Every record must be written out once more, with nothing added or omitted.

[Dataset excerpts]
──────────────────────────────

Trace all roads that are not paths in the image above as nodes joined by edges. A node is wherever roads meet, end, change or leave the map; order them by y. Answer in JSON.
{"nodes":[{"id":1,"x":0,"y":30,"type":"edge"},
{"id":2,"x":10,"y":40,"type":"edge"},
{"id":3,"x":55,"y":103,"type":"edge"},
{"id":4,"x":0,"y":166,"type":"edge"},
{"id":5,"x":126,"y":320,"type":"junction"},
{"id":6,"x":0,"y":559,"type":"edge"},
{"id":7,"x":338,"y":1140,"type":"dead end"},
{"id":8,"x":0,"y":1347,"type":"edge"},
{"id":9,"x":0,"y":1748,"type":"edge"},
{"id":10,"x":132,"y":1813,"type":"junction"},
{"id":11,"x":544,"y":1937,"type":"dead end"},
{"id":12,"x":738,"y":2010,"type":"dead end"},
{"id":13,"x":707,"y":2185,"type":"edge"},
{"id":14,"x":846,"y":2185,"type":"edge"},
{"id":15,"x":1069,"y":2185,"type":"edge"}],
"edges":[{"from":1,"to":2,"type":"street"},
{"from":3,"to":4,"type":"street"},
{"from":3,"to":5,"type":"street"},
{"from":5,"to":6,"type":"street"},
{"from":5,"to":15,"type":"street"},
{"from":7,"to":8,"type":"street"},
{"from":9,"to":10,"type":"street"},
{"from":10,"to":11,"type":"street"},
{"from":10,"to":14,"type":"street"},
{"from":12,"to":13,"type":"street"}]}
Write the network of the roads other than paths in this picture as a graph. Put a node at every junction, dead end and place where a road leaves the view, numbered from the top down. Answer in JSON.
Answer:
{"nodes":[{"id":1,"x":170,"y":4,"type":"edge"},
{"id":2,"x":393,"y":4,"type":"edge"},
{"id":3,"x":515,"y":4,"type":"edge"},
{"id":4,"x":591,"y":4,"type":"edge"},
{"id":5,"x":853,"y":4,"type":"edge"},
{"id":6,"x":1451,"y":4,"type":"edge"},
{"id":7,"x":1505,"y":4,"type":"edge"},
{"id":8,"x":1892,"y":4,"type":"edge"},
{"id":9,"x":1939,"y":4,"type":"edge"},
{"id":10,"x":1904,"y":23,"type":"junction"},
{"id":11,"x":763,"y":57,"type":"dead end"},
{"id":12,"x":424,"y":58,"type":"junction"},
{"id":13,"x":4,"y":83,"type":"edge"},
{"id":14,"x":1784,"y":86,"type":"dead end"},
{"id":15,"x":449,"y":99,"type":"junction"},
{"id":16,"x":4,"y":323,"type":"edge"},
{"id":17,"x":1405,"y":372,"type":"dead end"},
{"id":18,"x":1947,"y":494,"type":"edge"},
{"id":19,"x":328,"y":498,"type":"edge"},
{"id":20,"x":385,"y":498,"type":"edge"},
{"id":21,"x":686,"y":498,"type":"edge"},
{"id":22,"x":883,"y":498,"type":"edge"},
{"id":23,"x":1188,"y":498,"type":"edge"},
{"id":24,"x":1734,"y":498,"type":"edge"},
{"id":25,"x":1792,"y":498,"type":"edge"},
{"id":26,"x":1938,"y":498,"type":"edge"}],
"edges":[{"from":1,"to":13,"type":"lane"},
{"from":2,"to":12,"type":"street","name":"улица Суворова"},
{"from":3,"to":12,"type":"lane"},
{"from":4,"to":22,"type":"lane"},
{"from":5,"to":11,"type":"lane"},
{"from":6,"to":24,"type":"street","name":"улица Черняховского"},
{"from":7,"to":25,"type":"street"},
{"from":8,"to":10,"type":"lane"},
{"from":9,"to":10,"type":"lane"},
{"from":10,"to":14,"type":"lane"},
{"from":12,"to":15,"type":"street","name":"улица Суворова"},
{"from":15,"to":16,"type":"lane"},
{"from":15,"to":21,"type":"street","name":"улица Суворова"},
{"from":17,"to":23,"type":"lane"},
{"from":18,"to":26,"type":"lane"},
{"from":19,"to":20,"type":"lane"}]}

──────────────────────────────

EXPECTED OUTPUT:
Trace all roads that are not paths in the image above as nodes joined by edges. A node is wherever roads meet, end, change or leave the map; order them by y. Answer in JSON.
{"nodes":[{"id":1,"x":0,"y":30,"type":"edge"},
{"id":2,"x":10,"y":40,"type":"edge"},
{"id":3,"x":55,"y":103,"type":"edge"},
{"id":4,"x":0,"y":166,"type":"edge"},
{"id":5,"x":126,"y":320,"type":"junction"},
{"id":6,"x":0,"y":559,"type":"edge"},
{"id":7,"x":338,"y":1140,"type":"dead end"},
{"id":8,"x":0,"y":1347,"type":"edge"},
{"id":9,"x":0,"y":1748,"type":"edge"},
{"id":10,"x":132,"y":1813,"type":"junction"},
{"id":11,"x":544,"y":1937,"type":"dead end"},
{"id":12,"x":738,"y":2010,"type":"dead end"},
{"id":13,"x":707,"y":2185,"type":"edge"},
{"id":14,"x":846,"y":2185,"type":"edge"},
{"id":15,"x":1069,"y":2185,"type":"edge"}],
"edges":[{"from":1,"to":2,"type":"street"},
{"from":3,"to":4,"type":"street"},
{"from":3,"to":5,"type":"street"},
{"from":5,"to":6,"type":"street"},
{"from":5,"to":15,"type":"street"},
{"from":7,"to":8,"type":"street"},
{"from":9,"to":10,"type":"street"},
{"from":10,"to":11,"type":"street"},
{"from":10,"to":14,"type":"street"},
{"from":12,"to":13,"type":"street"}]}
Write the network of the roads other than paths in this picture as a graph. Put a node at every junction, dead end and place where a road leaves the view, numbered from the top down. Answer in JSON.
Answer:
{"nodes":[{"id":1,"x":170,"y":4,"type":"edge"},
{"id":2,"x":393,"y":4,"type":"edge"},
{"id":3,"x":515,"y":4,"type":"edge"},
{"id":4,"x":591,"y":4,"type":"edge"},
{"id":5,"x":853,"y":4,"type":"edge"},
{"id":6,"x":1451,"y":4,"type":"edge"},
{"id":7,"x":1505,"y":4,"type":"edge"},
{"id":8,"x":1892,"y":4,"type":"edge"},
{"id":9,"x":1939,"y":4,"type":"edge"},
{"id":10,"x":1904,"y":23,"type":"junction"},
{"id":11,"x":763,"y":57,"type":"dead end"},
{"id":12,"x":424,"y":58,"type":"junction"},
{"id":13,"x":4,"y":83,"type":"edge"},
{"id":14,"x":1784,"y":86,"type":"dead end"},
{"id":15,"x":449,"y":99,"type":"junction"},
{"id":16,"x":4,"y":323,"type":"edge"},
{"id":17,"x":1405,"y":372,"type":"dead end"},
{"id":18,"x":1947,"y":494,"type":"edge"},
{"id":19,"x":328,"y":498,"type":"edge"},
{"id":20,"x":385,"y":498,"type":"edge"},
{"id":21,"x":686,"y":498,"type":"edge"},
{"id":22,"x":883,"y":498,"type":"edge"},
{"id":23,"x":1188,"y":498,"type":"edge"},
{"id":24,"x":1734,"y":498,"type":"edge"},
{"id":25,"x":1792,"y":498,"type":"edge"},
{"id":26,"x":1938,"y":498,"type":"edge"}],
"edges":[{"from":1,"to":13,"type":"lane"},
{"from":2,"to":12,"type":"street","name":"улица Суворова"},
{"from":3,"to":12,"type":"lane"},
{"from":4,"to":22,"type":"lane"},
{"from":5,"to":11,"type":"lane"},
{"from":6,"to":24,"type":"street","name":"улица Черняховского"},
{"from":7,"to":25,"type":"street"},
{"from":8,"to":10,"type":"lane"},
{"from":9,"to":10,"type":"lane"},
{"from":10,"to":14,"type":"lane"},
{"from":12,"to":15,"type":"street","name":"улица Суворова"},
{"from":15,"to":16,"type":"lane"},
{"from":15,"to":21,"type":"street","name":"улица Суворова"},
{"from":17,"to":23,"type":"lane"},
{"from":18,"to":26,"type":"lane"},
{"from":19,"to":20,"type":"lane"}]}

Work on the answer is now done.